Playing With The Steam Controller Might Be This Aussie Indie’s Best Advertisment

It can be difficult for local projects to get noticed sometimes, particularly when they’re fighting in a niche genre. That’s especially the case if you happen to be battling it out in the world of arena shooters, a genre that’s not exactly famed for its accessibility.

Reflex, a game being built by Turbo Pixel in Melbourne, is one such project fighting in that enclosed space. But over the weekend a video popped up that bizarrely might be the best advertisement it’s had yet.

Last week gamers, developers, publishers and everyone in between got their hands on the consumer version of the Steam Controller. Given the way Valve pitched it, people have naturally been taking to games like Cities: Skylines, Civilization, Counter-Strike and so on, investigating its viability as a useful replacement for a mouse and keyboard.

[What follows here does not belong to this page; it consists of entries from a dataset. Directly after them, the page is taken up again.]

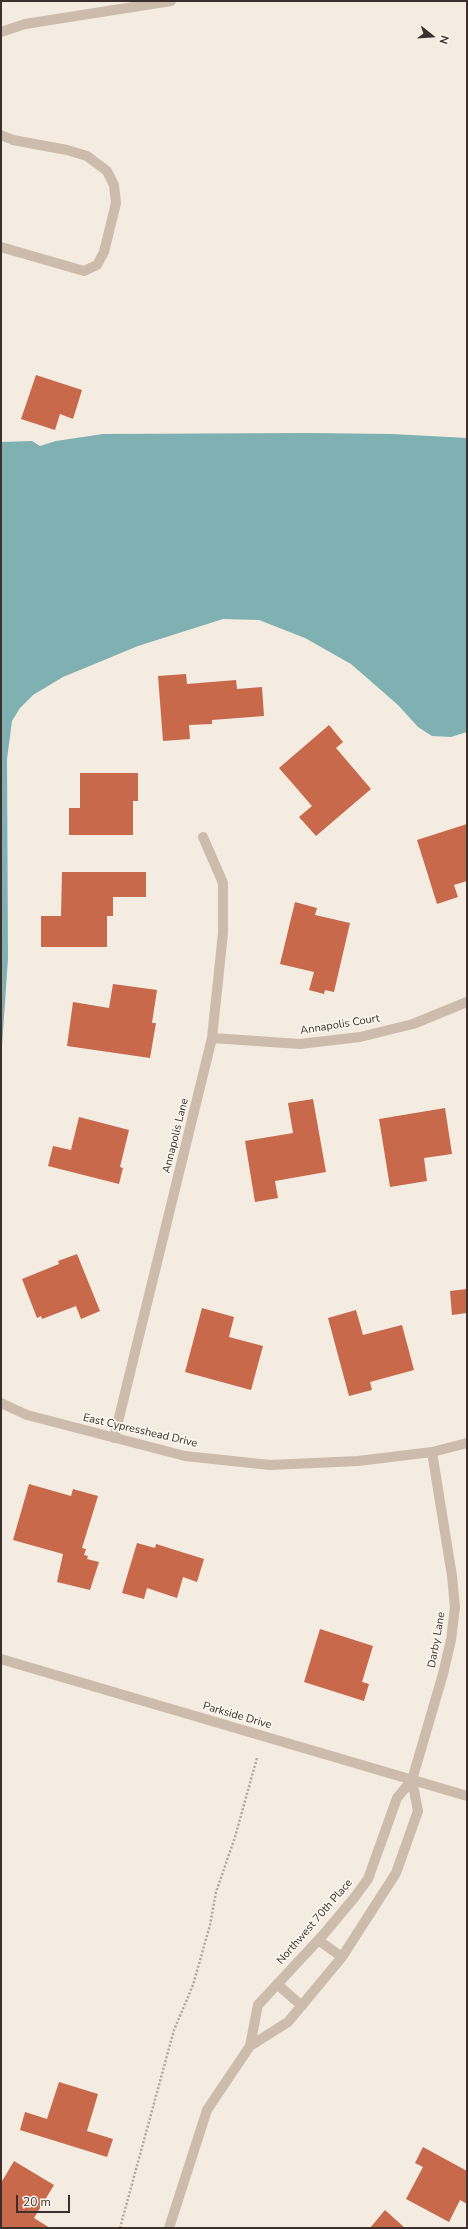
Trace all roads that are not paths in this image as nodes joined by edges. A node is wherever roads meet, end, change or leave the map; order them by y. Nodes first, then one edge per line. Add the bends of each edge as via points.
1 (171, 1) edge
2 (1, 32) edge
3 (1, 135) edge
4 (1, 247) edge
5 (203, 837) dead end
6 (467, 1002) edge
7 (212, 1038) junction
8 (1, 1403) edge
9 (114, 1438) junction
10 (467, 1443) edge
11 (432, 1452) junction
12 (1, 1659) edge
13 (412, 1780) junction
14 (467, 1796) edge
15 (318, 1940) junction
16 (342, 1957) junction
17 (277, 1984) junction
18 (302, 2006) junction
19 (250, 2046) junction
20 (169, 2228) edge

1 - 2 street via 25,24
3 - 4 street via 13,140 87,156 107,171 114,185 116,203 104,252 97,265 84,271
5 - 7 street, Annapolis Lane via 223,883 223,933
6 - 7 street, Annapolis Court via 413,1024 360,1037 300,1044
7 - 9 street, Annapolis Lane
8 - 9 street, East Cypresshead Drive via 27,1415
9 - 11 street, East Cypresshead Drive via 185,1456 270,1465 358,1462
10 - 11 street, East Cypresshead Drive
11 - 13 street, Darby Lane via 452,1576 454,1607 451,1640 443,1674
12 - 13 street, Parkside Drive
13 - 14 street, Parkside Drive
13 - 15 street, Northwest 70th Place via 397,1798 368,1879
13 - 16 street, Northwest 70th Place via 418,1811 396,1873
15 - 16 street
15 - 17 street, Northwest 70th Place
16 - 18 street, Northwest 70th Place
17 - 18 street
17 - 19 street, Northwest 70th Place via 258,2005
18 - 19 street, Northwest 70th Place via 288,2022
19 - 20 street, Northwest 70th Place via 207,2110

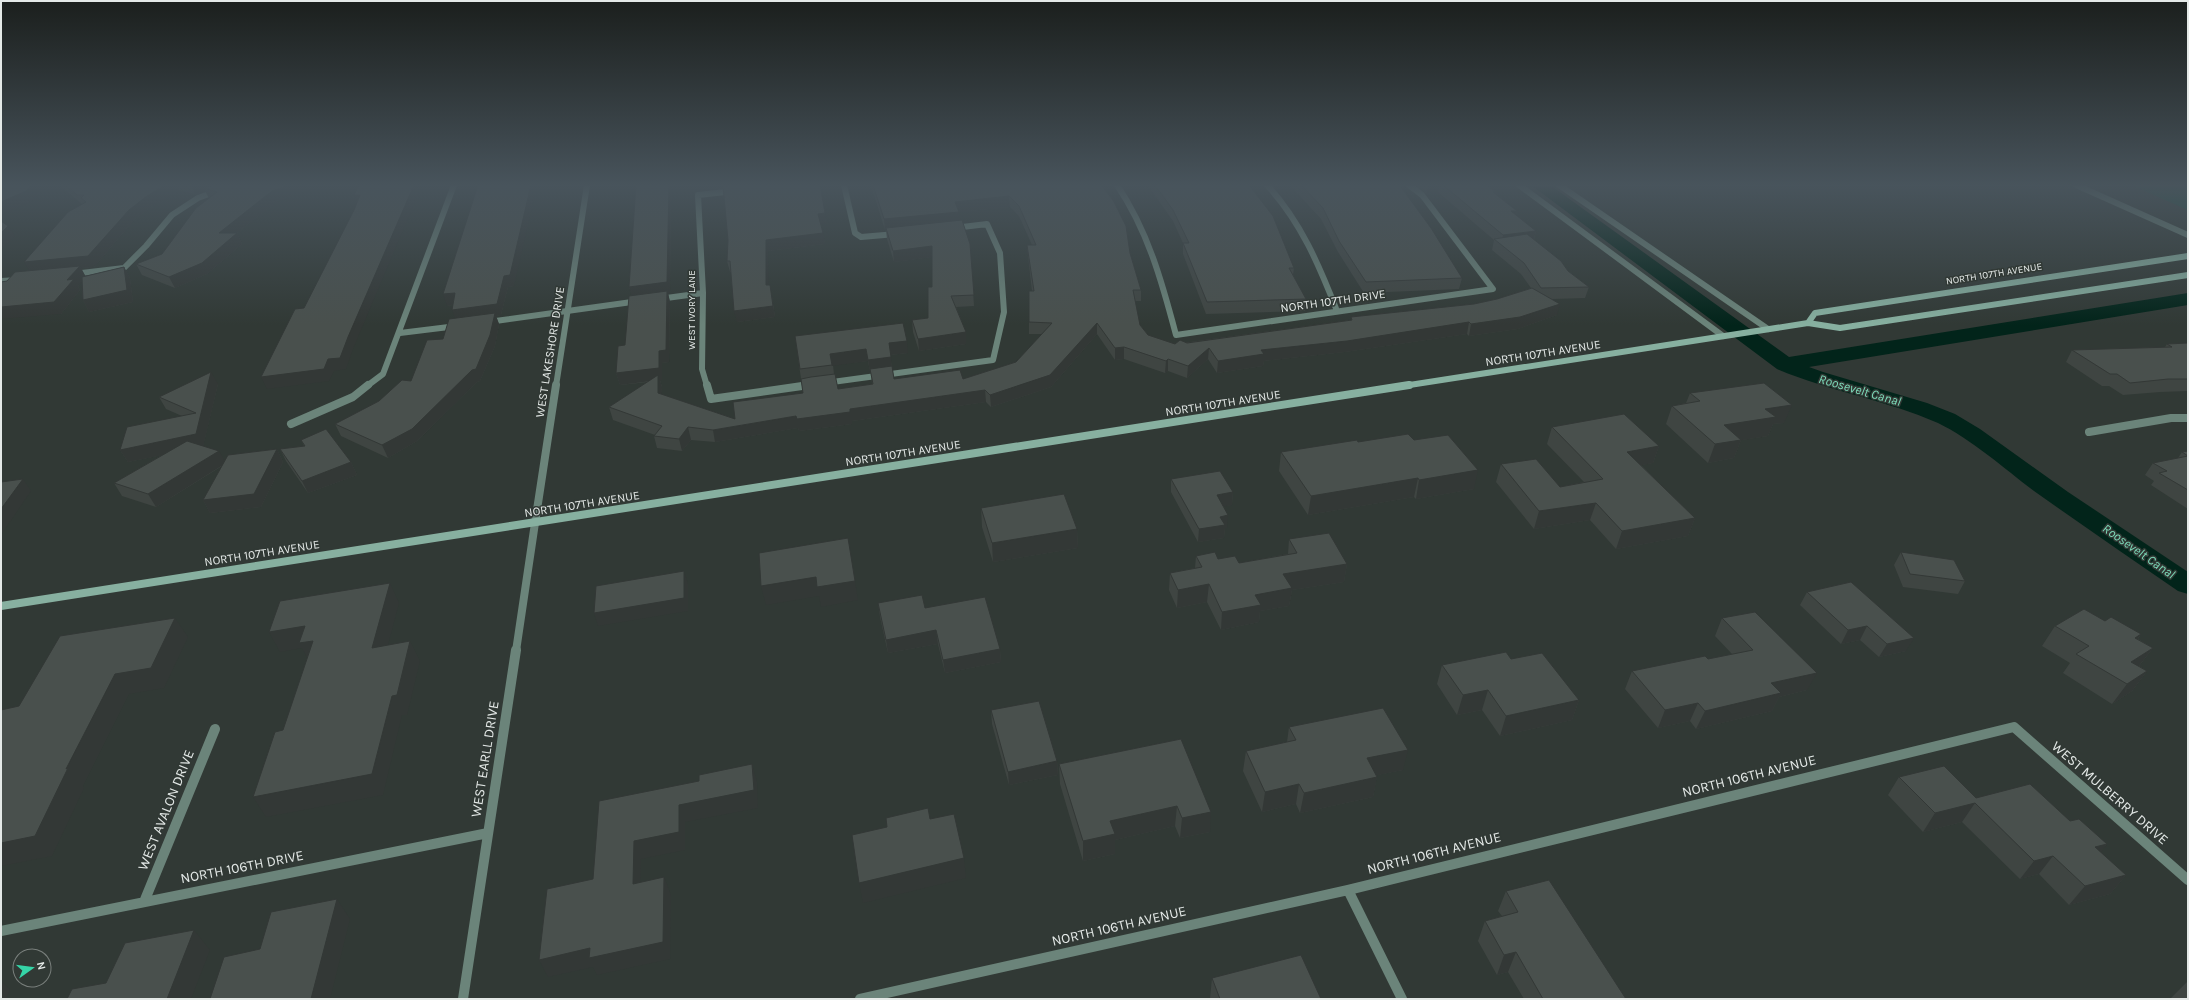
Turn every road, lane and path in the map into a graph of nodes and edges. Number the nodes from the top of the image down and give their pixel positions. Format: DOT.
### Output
graph roads {
  1 [pos="158,232"];
  2 [pos="437,232"];
  3 [pos="580,232"];
  4 [pos="700,232"];
  5 [pos="855,232"];
  6 [pos="990,232"];
  7 [pos="1145,232"];
  8 [pos="1303,232"];
  9 [pos="1450,232"];
  10 [pos="1582,232"];
  11 [pos="1625,232"];
  12 [pos="900,233"];
  13 [pos="2188,256"];
  14 [pos="63,275"];
  15 [pos="2188,275"];
  16 [pos="24,279"];
  17 [pos="1,281"];
  18 [pos="703,293"];
  19 [pos="569,311"];
  20 [pos="1337,312"];
  21 [pos="477,323"];
  22 [pos="1808,323"];
  23 [pos="461,325"];
  24 [pos="1765,330"];
  25 [pos="400,333"];
  26 [pos="1723,336"];
  27 [pos="2188,418"];
  28 [pos="291,424"];
  29 [pos="2089,432"];
  30 [pos="535,523"];
  31 [pos="1,606"];
  32 [pos="2014,727"];
  33 [pos="215,729"];
  34 [pos="488,833"];
  35 [pos="2188,880"];
  36 [pos="1348,890"];
  37 [pos="144,902"];
  38 [pos="1,931"];
  39 [pos="463,999"];
  40 [pos="860,999"];
  41 [pos="1402,999"];
  1 -- 14 [label="street"];
  2 -- 25 [label="street"];
  3 -- 19 [label="street, WEST LAKESHORE DRIVE"];
  4 -- 18 [label="street, WEST IVORY LANE"];
  5 -- 12 [label="street"];
  6 -- 18 [label="street, WEST IVORY LANE"];
  7 -- 20 [label="street, NORTH 107TH DRIVE"];
  8 -- 20 [label="street"];
  9 -- 20 [label="street, NORTH 107TH DRIVE"];
  10 -- 26 [label="street"];
  11 -- 24 [label="street"];
  13 -- 22 [label="main road, NORTH 107TH AVENUE"];
  15 -- 22 [label="main road, NORTH 107TH AVENUE"];
  16 -- 17 [label="street"];
  18 -- 19 [label="street"];
  19 -- 21 [label="street"];
  19 -- 30 [label="street, WEST LAKESHORE DRIVE"];
  22 -- 24 [label="main road, NORTH 107TH AVENUE"];
  23 -- 25 [label="street"];
  24 -- 26 [label="main road, NORTH 107TH AVENUE"];
  25 -- 28 [label="street"];
  26 -- 30 [label="main road, NORTH 107TH AVENUE"];
  27 -- 29 [label="street"];
  30 -- 31 [label="main road, NORTH 107TH AVENUE"];
  30 -- 34 [label="street, WEST EARLL DRIVE"];
  32 -- 35 [label="street, WEST MULBERRY DRIVE"];
  32 -- 36 [label="street, NORTH 106TH AVENUE"];
  33 -- 37 [label="street, WEST AVALON DRIVE"];
  34 -- 37 [label="street, NORTH 106TH DRIVE"];
  34 -- 39 [label="street, WEST EARLL DRIVE"];
  36 -- 40 [label="street, NORTH 106TH AVENUE"];
  36 -- 41 [label="street"];
  37 -- 38 [label="street, NORTH 106TH DRIVE"];
}
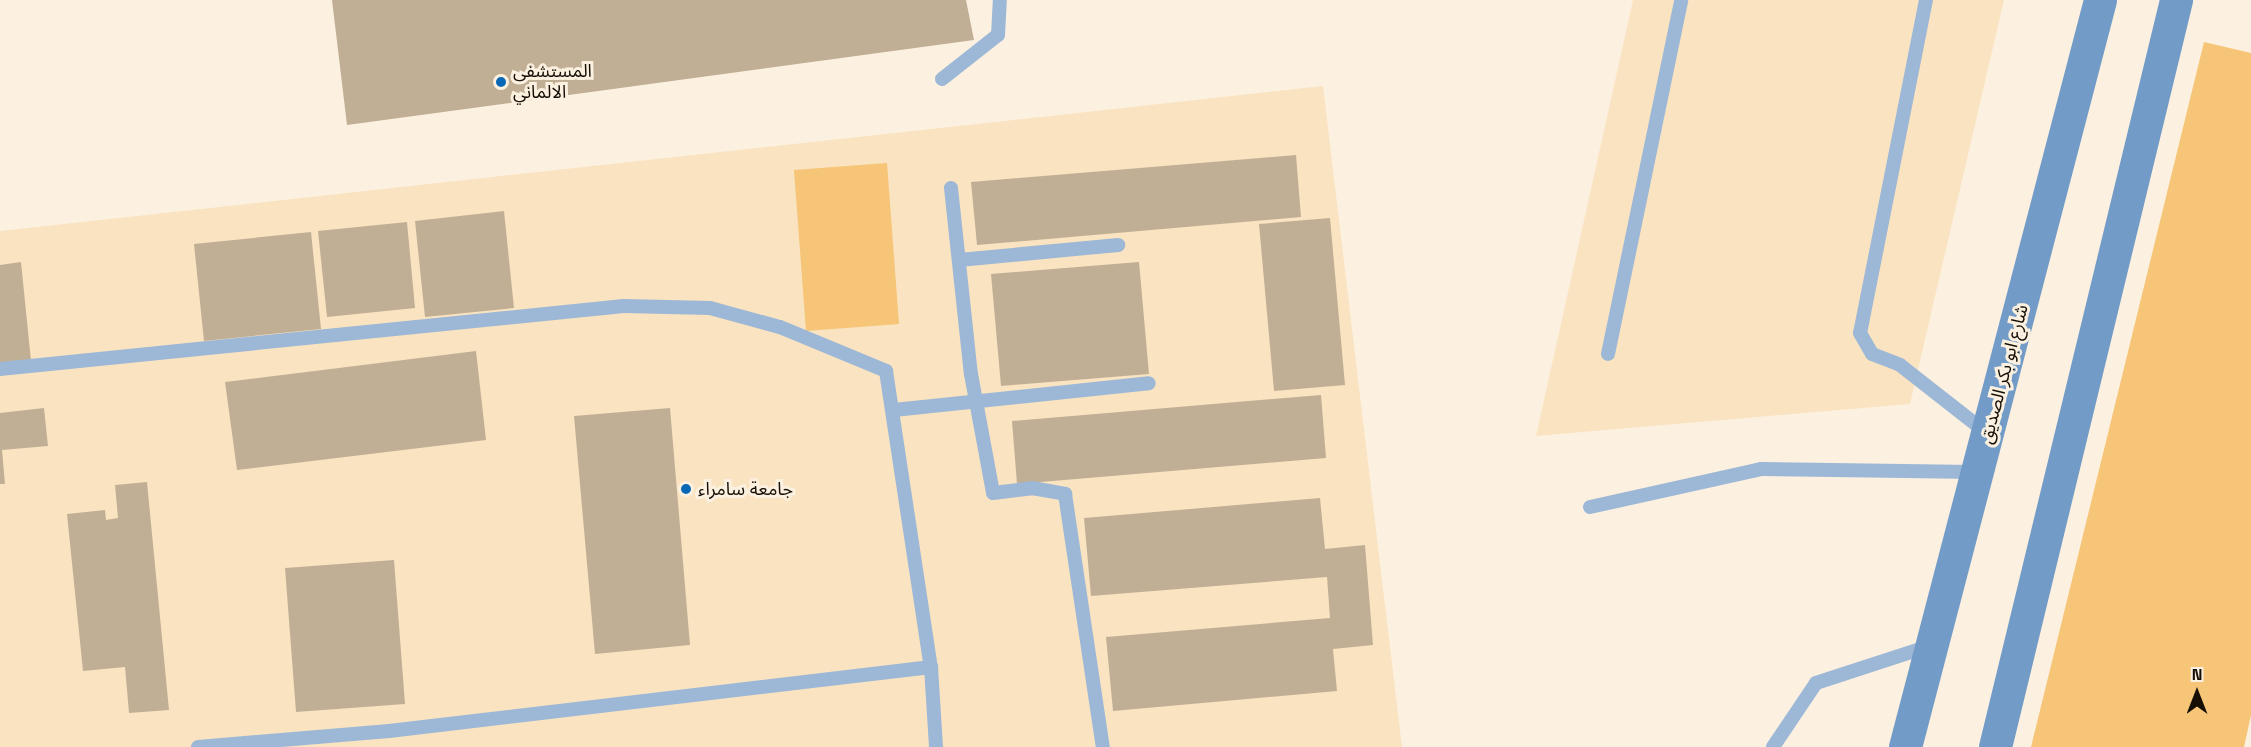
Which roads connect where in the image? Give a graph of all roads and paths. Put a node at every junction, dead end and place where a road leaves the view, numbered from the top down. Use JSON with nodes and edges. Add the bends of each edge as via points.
{"nodes":[{"id":1,"x":1000,"y":0,"type":"edge"},
{"id":2,"x":1681,"y":0,"type":"edge"},
{"id":3,"x":1926,"y":0,"type":"edge"},
{"id":4,"x":2100,"y":0,"type":"edge"},
{"id":5,"x":2176,"y":0,"type":"edge"},
{"id":6,"x":942,"y":79,"type":"dead end"},
{"id":7,"x":951,"y":188,"type":"dead end"},
{"id":8,"x":1118,"y":245,"type":"dead end"},
{"id":9,"x":959,"y":260,"type":"junction"},
{"id":10,"x":1608,"y":354,"type":"dead end"},
{"id":11,"x":0,"y":369,"type":"edge"},
{"id":12,"x":1149,"y":383,"type":"dead end"},
{"id":13,"x":975,"y":398,"type":"junction"},
{"id":14,"x":894,"y":410,"type":"junction"},
{"id":15,"x":1988,"y":434,"type":"junction"},
{"id":16,"x":1978,"y":472,"type":"junction"},
{"id":17,"x":1590,"y":507,"type":"dead end"},
{"id":18,"x":1932,"y":645,"type":"junction"},
{"id":19,"x":931,"y":667,"type":"junction"},
{"id":20,"x":198,"y":747,"type":"edge"},
{"id":21,"x":936,"y":747,"type":"edge"},
{"id":22,"x":1103,"y":747,"type":"edge"},
{"id":23,"x":1773,"y":747,"type":"edge"},
{"id":24,"x":1905,"y":747,"type":"edge"},
{"id":25,"x":1995,"y":747,"type":"edge"}],
"edges":[{"from":1,"to":6,"type":"lane","via":[[998,35]]},
{"from":2,"to":10,"type":"lane"},
{"from":3,"to":15,"type":"lane","via":[[1860,333],[1872,354],[1900,365]]},
{"from":4,"to":15,"type":"main road","name":"شارع ابو بكر الصديق"},
{"from":5,"to":25,"type":"main road"},
{"from":7,"to":9,"type":"lane"},
{"from":8,"to":9,"type":"lane"},
{"from":9,"to":13,"type":"lane"},
{"from":11,"to":14,"type":"lane","via":[[624,306],[710,308],[780,327],[886,371]]},
{"from":12,"to":13,"type":"lane"},
{"from":13,"to":14,"type":"lane"},
{"from":13,"to":22,"type":"lane","via":[[993,493],[1032,488],[1065,494]]},
{"from":14,"to":19,"type":"lane"},
{"from":15,"to":16,"type":"main road","name":"شارع ابو بكر الصديق"},
{"from":16,"to":17,"type":"lane","via":[[1761,469]]},
{"from":16,"to":18,"type":"main road","name":"شارع ابو بكر الصديق"},
{"from":18,"to":23,"type":"lane","via":[[1816,683]]},
{"from":18,"to":24,"type":"main road","name":"شارع ابو بكر الصديق"},
{"from":19,"to":20,"type":"lane","via":[[389,731]]},
{"from":19,"to":21,"type":"lane"}]}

Nathan enjoyed his time with Valve’s new toy, but there were a lot of instances where it didn’t feel quite right. That’s been the consensus I’ve seen across social media, with some configuration needed before it makes that jump from “playable” to “pretty good”.

But it’s the below test that I found the most intriguing of the weekend. It’s possibly one of the worst games possible you’d want to play with any controller: Reflex, a game that unashamedly goes back to the heydays of Quake and Unreal Tournament.

Reflex is that kind of game where you’re memorising armour and item respawns. It’s the kind of game that has a number at the bottom of the screen telling you how fast you’re moving. It sounds a bit like Painkiller with the visual stylings of Warsaw, a fan-made shooter that was also a love letter to Quake.

In that sense, it’s probably the ultimate test. So Kovaak fired up the Melbourne-made indie for an hour and was far, far more competitive than you’d think.

There are a couple of things that really intrigue me about this. The first is how it works as an advertisement for a game that has had a history of struggling. Reflex launched on Early Access after the developers cancelled their Kickstarter campaign late last year. The community is bloody minuscule too, with an average of 30 players a month.

No wonder it’s so hard to get a game.

But with Dirty Bomb, the upcoming Overwatch beta, Unreal Tournament, and Cliffy B’s Lawbreakers, it’s no surprise that the community is going elsewhere for their fix. Even another Unreal-inspired indie, Toxikk, is barely breathing: you don’t even need your whole hand for the amount of active players.

The other element to this lies in KovaaK’s impressions part-way through. “I feel like there are people I can beat,” KovaaK remarks in his gravely tones. The person spectating also noted that, in a game where movement is so essential, KovaaK’s ability to bounce around the map was “passable”.

If the Steam controller can be configured to be “passable” for something as finnicky and precise as Reflex, that’s a good indicator for its potential across other shooters — and genres.